(July 2004) 14 tracks: Mo Nighean Chruinn Donn air bharraibh nan Tonn * Tha Seachdarran air an Adhar * 6/8 Pipe Marches * Maol Donn * Cuach Mhic Ghill Anndrais * Canntaireachd * Ach a Dhmhnuill ic Sheumais * Ille Bhin * Tha Mo Bhreacan-sa fo n Dleann * 2/4 Pipe Marches * Ruidhleadh Cailleach ris a Bhalg/Eadarainn Mr Ruadh * Cumha Alasdair * Ial, Ial, ars a Chailleach * Pipe Jigs.
Rona Lightfoot has been described as a 'ceilidh' personified. She is a great piper - in fact, with one or two others, Rona blazed the trail for women competing at the highest level and is credited with being the first of the fairer sex to win a major piping competition.

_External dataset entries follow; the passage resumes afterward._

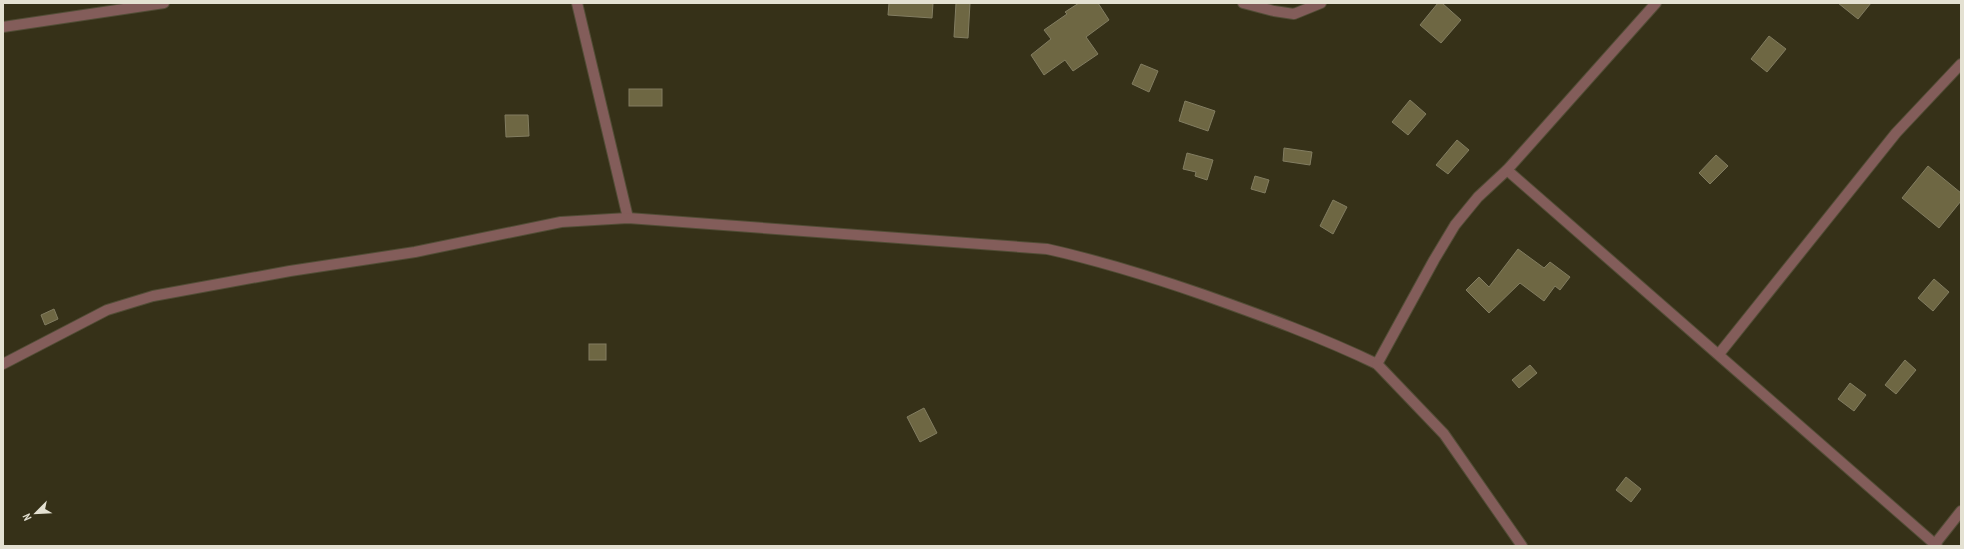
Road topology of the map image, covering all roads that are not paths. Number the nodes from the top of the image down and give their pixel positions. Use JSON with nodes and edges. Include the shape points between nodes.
{"nodes":[{"id":1,"x":164,"y":3,"type":"edge"},
{"id":2,"x":577,"y":3,"type":"edge"},
{"id":3,"x":1243,"y":3,"type":"edge"},
{"id":4,"x":1321,"y":3,"type":"edge"},
{"id":5,"x":1656,"y":3,"type":"edge"},
{"id":6,"x":3,"y":27,"type":"edge"},
{"id":7,"x":1961,"y":64,"type":"edge"},
{"id":8,"x":1508,"y":170,"type":"junction"},
{"id":9,"x":628,"y":218,"type":"junction"},
{"id":10,"x":1719,"y":354,"type":"junction"},
{"id":11,"x":3,"y":364,"type":"edge"},
{"id":12,"x":1377,"y":364,"type":"junction"},
{"id":13,"x":1961,"y":511,"type":"edge"},
{"id":14,"x":1936,"y":545,"type":"edge"},
{"id":15,"x":1522,"y":546,"type":"edge"}],
"edges":[{"from":1,"to":6,"type":"street"},
{"from":2,"to":9,"type":"street"},
{"from":3,"to":4,"type":"street","via":[[1294,14]]},
{"from":5,"to":8,"type":"street"},
{"from":7,"to":10,"type":"street","via":[[1896,133]]},
{"from":8,"to":10,"type":"street"},
{"from":8,"to":12,"type":"street","via":[[1478,197],[1455,225]]},
{"from":9,"to":11,"type":"street","via":[[561,222],[415,252],[153,296],[107,310]]},
{"from":9,"to":12,"type":"street","via":[[1047,249],[1156,278],[1297,328]]},
{"from":10,"to":14,"type":"street"},
{"from":12,"to":15,"type":"street","via":[[1444,434]]},
{"from":13,"to":14,"type":"street"}]}
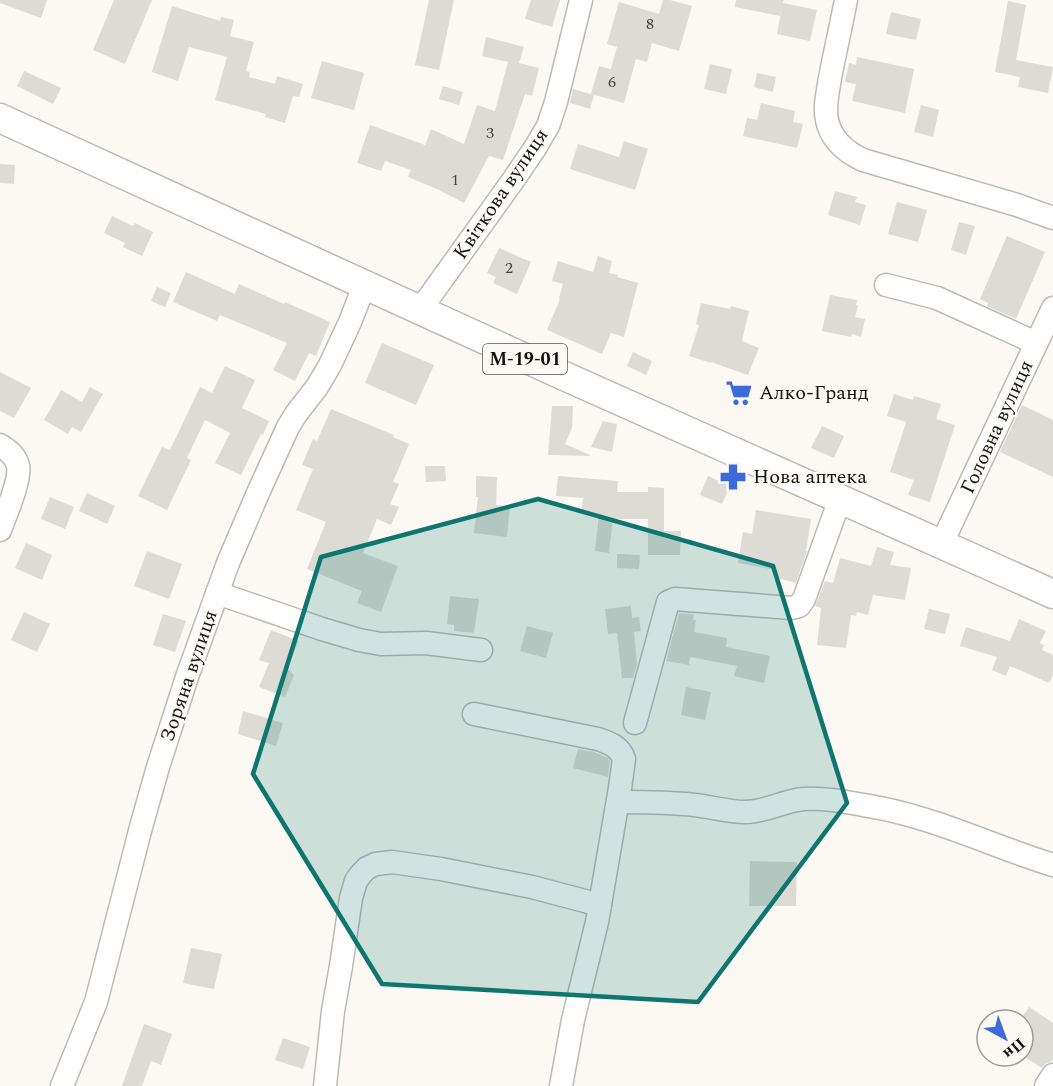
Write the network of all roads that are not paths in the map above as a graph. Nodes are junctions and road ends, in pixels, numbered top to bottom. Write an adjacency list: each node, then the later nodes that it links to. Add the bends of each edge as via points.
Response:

She is also a hugely talented singer and a veritable treasury of traditional Gaelic songs. What's more, Rona is a terrific raconteur with a great sense of humour and an infectious laugh. This, her first CD, brims with testimony to her abundant talents.
One of the reels Rona sings on this CD is entitled Eadarainn. Edward Dwelly, the doyen of Gaelic lexicography, defines Eadarainn as ‘between us’ and, as such, the word perfectly reflects the intimacy and accessibility the songs and music Rona performs on the CD.
As the saying goes in Gaelic, Rona did not have ‘to buy’ her talents – they came down to her through the many generations of celebrated pipers, singers and storytellers which adorn her family tree. Rona’s most immediate musical influences were her mother Kate, who was one of the most remarkable singers and tradition bearers of her age and Eardsaidh Ràghnaill, her father, a piper and seanachaidh of renown.
Rona’s was a family and a household which cherished and fostered Gaelic traditional arts and Eadarainn is a distillation of the cultural legacy which she inherited. This CD is not only a delight but also an important part of the bequest which Rona is passing on to a new generation of singers and pipers.